Now, thanks to some high-tech wizardry, anyone can take an animated "fly-through" and explore the interior of the ship—or five other historic locations around the country.
The animated "tours" are a bonus from a project started as a response to 9/11, when the National Park Service recognized the need to fully and accurately document the Statue of Liberty. What would happen if a national treasure such as Lady Liberty were to be heavily damaged or destroyed? Would there be enough detailed information available to make an accurate restoration or reconstruction of the Statue possible?
Preserving Lady Liberty in Digital Form
The answer is now "yes," thanks to a project by architects with the NPS' Heritage Documentation Programs, who are using laser scanners to create baseline drawings of historic resources across the country. Because laser scanners capture significantly more data than traditional, hand measuring techniques, the architects are able to produce 360-degree, panoramic measurements, creating digital images that wouldn’t otherwise be possible.
The resulting 3-D model of the Statue of Liberty produced from laser-scanned measurements was translated into baseline drawings that adhere to the Secretary of the Interior’s Standards for Architectural and Engineering Documentation.
Since the success of that project, National Park Service staffers have scanned and modeled hundreds of historic sites, generating documentation that will be stored permanently in the Library of Congress and creating useful products for interpretive purposes, including the fly-through videos. The Heritage Documentation Program collections are among the largest and most heavily used in the Prints and Photographs Division of the Library of Congress. Copies of all documentation are also preserved at the National Park Service’s Technical Information Center for internal use.
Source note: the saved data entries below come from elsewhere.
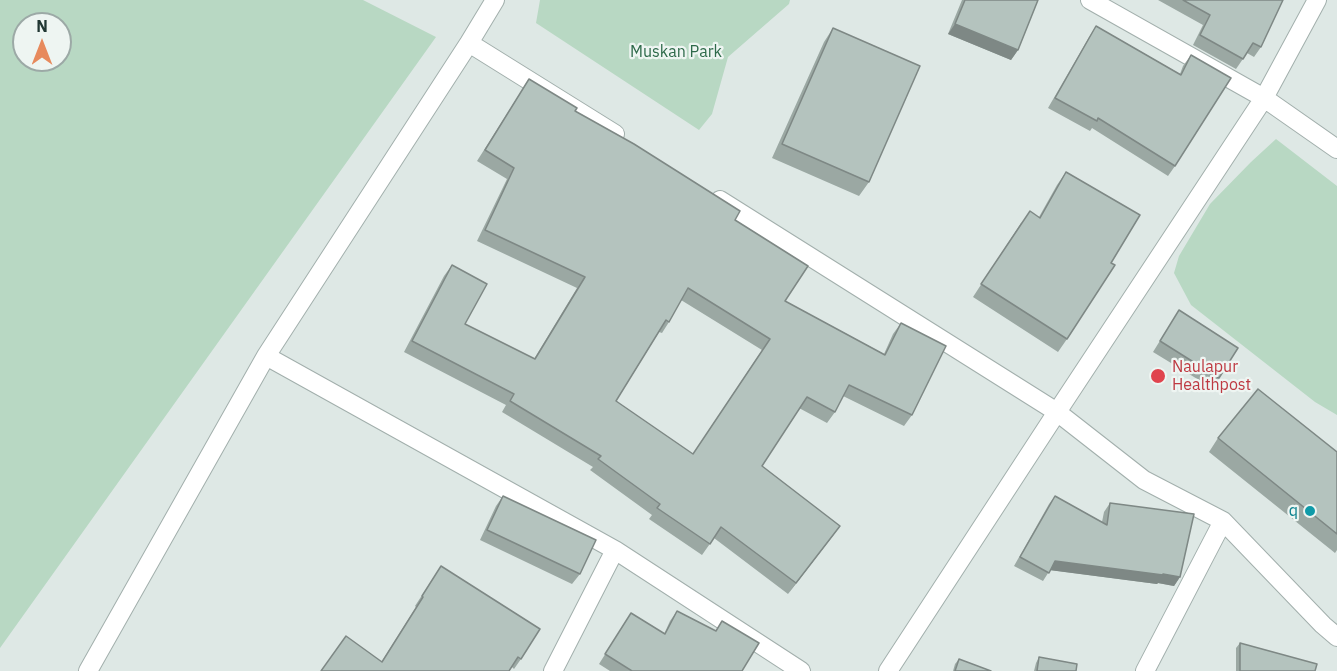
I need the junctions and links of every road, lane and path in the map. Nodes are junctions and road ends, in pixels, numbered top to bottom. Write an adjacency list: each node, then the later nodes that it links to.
1 (495, 0): 4 (street)
2 (1090, 0): 5 (street)
3 (1317, 0): 5 (street)
4 (469, 43): 6 (street); 9 (street)
5 (1264, 98): 7 (street); 10 (street)
6 (629, 143)
7 (1337, 149)
8 (709, 193): 10 (street)
9 (266, 356): 12 (street); 14 (street)
10 (1057, 412): 11 (street); 17 (street)
11 (1223, 521): 13 (street); 18 (street)
12 (615, 550): 15 (street); 16 (street)
13 (1337, 637)
14 (88, 671)
15 (553, 671)
16 (801, 671)
17 (888, 671)
18 (1145, 671)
New Technology Saves Time and Provides Superior Results
“What might have taken us two months to measure by hand we can now do in two weeks,” marveled Dana Lockett, Architectural Project Manager with the Heritage Documentation Programs. “With this much data, we’re able to produce imagery at levels of detail that we simply weren’t able to before.”
“This project serves an important preservation function – we’re using this data to create the permanent records we need of America’s historic engineering resources,” said Richard O’Connor, Chief of the Heritage Documentation Programs. “But this also serves an interpretive function by providing our national parks and national historic landmarks an additional tool with which to share the experience of these sites.”
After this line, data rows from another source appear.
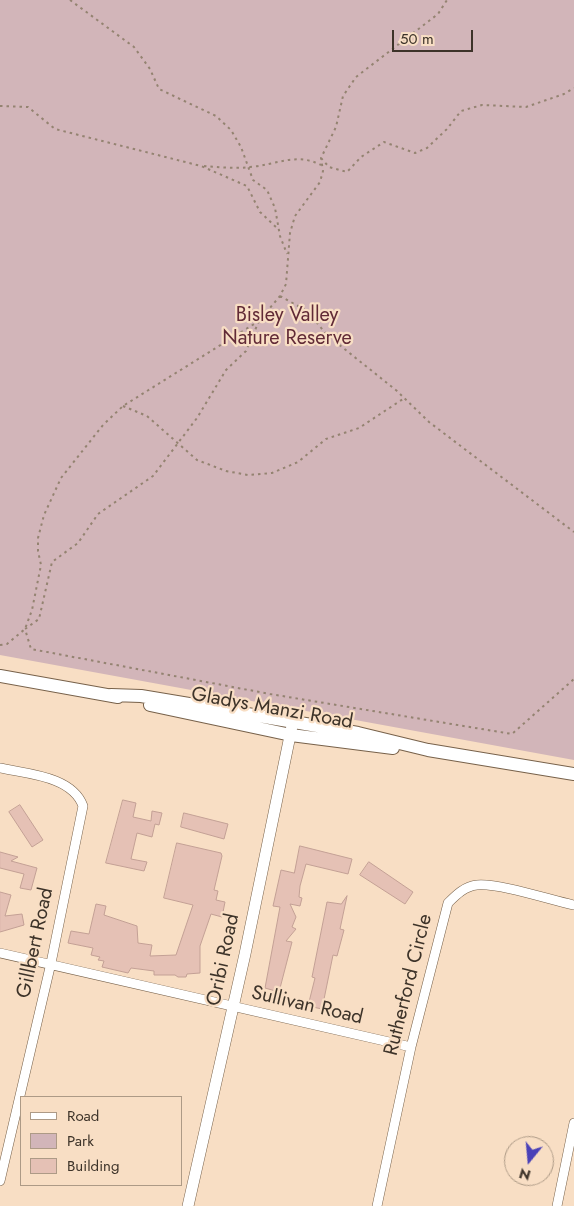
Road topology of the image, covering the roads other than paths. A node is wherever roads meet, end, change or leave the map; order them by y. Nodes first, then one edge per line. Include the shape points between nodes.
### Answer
1 (0, 676) edge
2 (111, 695) junction
3 (293, 722) junction
4 (291, 735) junction
5 (428, 750) junction
6 (0, 768) edge
7 (574, 774) edge
8 (574, 906) edge
9 (0, 953) edge
10 (51, 963) junction
11 (233, 1008) junction
12 (411, 1047) junction
13 (574, 1123) edge
14 (0, 1180) edge
15 (188, 1206) edge
16 (377, 1206) edge
17 (556, 1206) edge

1 - 2 main road, Gladys Manzi Road
2 - 3 main road, Gladys Manzi Road via 141,696
2 - 4 main road, Gladys Manzi Road
3 - 4 street, Oribi Road
3 - 5 main road, Gladys Manzi Road
4 - 5 main road, Gladys Manzi Road
4 - 11 street, Oribi Road
5 - 7 main road, Gladys Manzi Road
6 - 10 street, Gillbert Road via 58,782 74,791 83,806
8 - 12 street, Rutherford Circle via 492,886 477,885 456,895 448,903 444,915
9 - 10 street, Sullivan Road
10 - 11 street, Sullivan Road
10 - 14 street, Gillbert Road
11 - 12 street, Sullivan Road
11 - 15 street, Oribi Road
12 - 16 street, Rutherford Circle
13 - 17 street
Video Fly-Throughs Are a Bonus from the Project
The video "tours" are an offshoot of the documentation project, and they create a high-tech opportunity for virtual visitors to experience park resources in a manner that's simply not available as a hands-on experience. Using both sophisticated technology and age-old engineering techniques, the NPS crew has produced highly accurate, animated videos of some America’s historic engineering and industrial resources.
One example comes from Carlsbad Caverns National Park, where real-world visitors can take a tour that points out a zig-zag network of rickety wooden stairs that in years past provided access to part of the cave. Due to their condition, the stairs have been closed to use since the 1950s, so modern-day visitors can only view them from a safe distance. Now, thanks to the new video, anyone can traverse the route via the "fly-over" animation shown below.
Another fly-through features the interior of the USS Cairo at Vicksburg. Visitors can view the remains of the ship, which were pulled from the muddy bottom of the Mississippi River in the 1950s, but only from a distance. The new video now allows a peek at what's inside.
A total of six videos are now available online, including the Space Shuttle Flight Control Room at the Johnson Space Center and a CCC-era dining hall at Prince William Forest Park. Historic Castle Pinckney is one of only three surviving American "castles," a rare form of circular fort based on French precedents, and the animation gives you a view of the fort that otherwise would only be possible if you rented a helicopter!
You can view any or all of the videos at this link. If you're not an experienced YouTube user, here's a hint : Click on the "full screen" icon in the far bottom-right corner of the video.
"Fly" to Places You Can't Walk
“Our mission is to help people learn about our nation’s great natural and historic objects and sites,” National Park Service Director Jonathan B. Jarvis said of the animated fly-through videos. “These videos make it possible for people to visit sites that aren’t open to the public or that they just wouldn’t be able to get to in person.”
So, fasten your virtual seat belts and take a flying trip through some interesting locations from America's past...and if you're subject to vertigo, get a good grip on the arms of your chair!